In response, Mr. Abbasi’s counsel did not attempt to justify the asserted facts with any vigour. Instead, he focused his defence on a simple legal proposition: that such factual controversy “cannot to be taken into consideration at present pre-poll stage”, and “is to be left for adjudication in post-poll proceedings by the Election Tribunal to be constituted to adjudge the election disputes after conduct of elections.” In other words, any discrepancy in facts (stated on oath) can only be looked into by an Election Tribunal (after recording of evidence), and the Returning Officers, as well as the Appellate Tribunals, must accept the nomination papers (regardless of factual errors contained in the nomination papers).

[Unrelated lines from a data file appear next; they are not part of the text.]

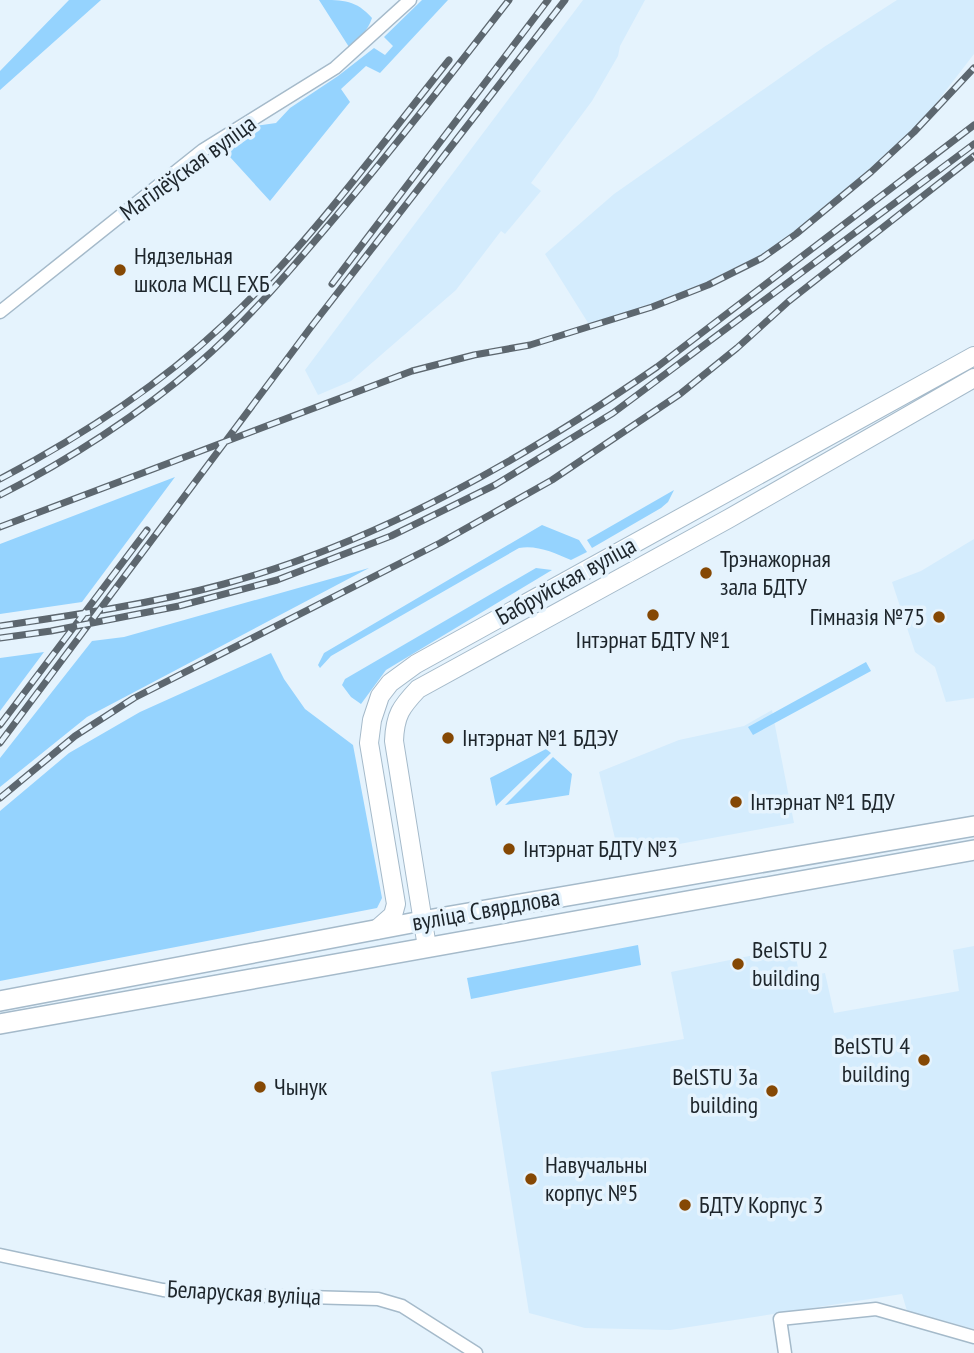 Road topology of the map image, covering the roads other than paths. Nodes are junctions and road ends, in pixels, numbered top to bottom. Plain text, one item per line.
1 (411, 0) edge
2 (0, 312) edge
3 (974, 356) edge
4 (974, 378) edge
5 (974, 826) edge
6 (974, 850) edge
7 (422, 921) junction
8 (376, 930) junction
9 (427, 947) junction
10 (0, 1001) edge
11 (0, 1024) edge
12 (0, 1255) edge
13 (974, 1337) edge
14 (476, 1353) edge
15 (785, 1353) edge

1 - 2 street, Магілёўская вуліца
3 - 8 main road, Бабруйская вуліца
4 - 7 main road, Бабруйская вуліца
5 - 7 main road, вуліца Свярдлова
6 - 9 main road, вуліца Свярдлова
7 - 8 main road, вуліца Свярдлова
7 - 9 main road, Бабруйская вуліца
8 - 10 main road, вуліца Свярдлова
9 - 11 main road, вуліца Свярдлова
12 - 14 street, Беларуская вуліца
13 - 15 street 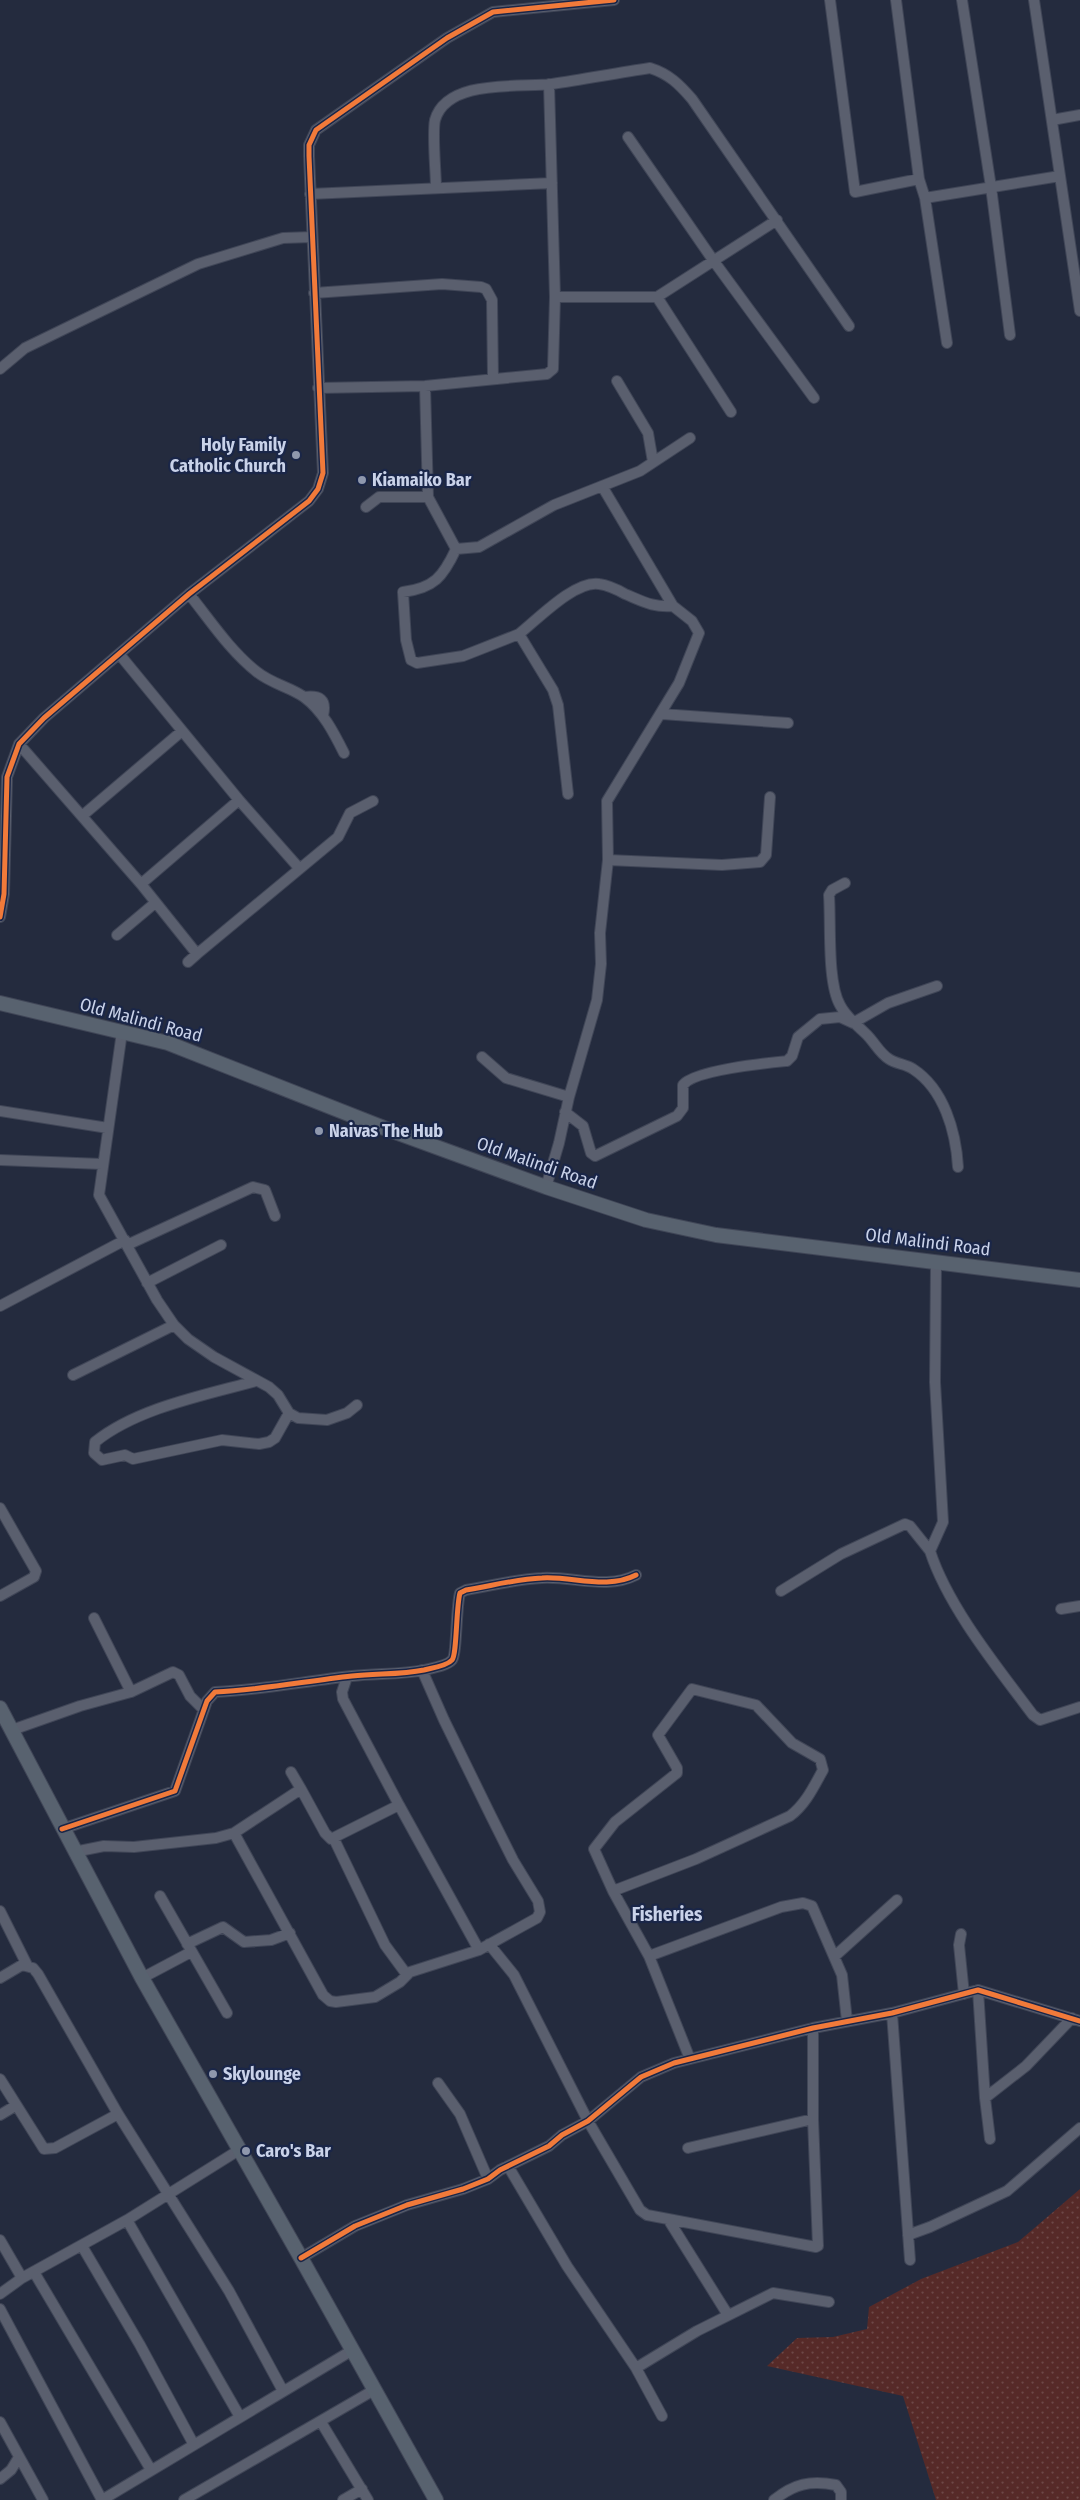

The former Prime Minister had submitted his nomination papers for the upcoming elections from his (traditional) constituency in Murree. These papers were accepted by the Returning Officer, against which an appeal was filed to the Appellate Tribunal.
After hearing detailed arguments from all parties concerned, Justice Lodhi observed that (per judgments of the honourable Supreme Court) it is true that declaration concerning 62(1)(f) can only be made by a “court of law”. However, the question was whether a “court” should make such declarations at the pre-poll stage, or must it wait for the Election Tribunals (constituted after the elections) to make such declarations after a long and protracted process.
To this end, honourable Justice Lodhi observed that “Asking to await a declaration of court of law before holding a person as not sagacious, righteous, honest and ameen is nothing, but a mockery of law and jugglery.” That such declarations, through an Election Tribunal usually take the natural course of the electoral term and, when the incumbent term is close to completion, “it is conveniently pressed into that the pending lis becomes infructuous.”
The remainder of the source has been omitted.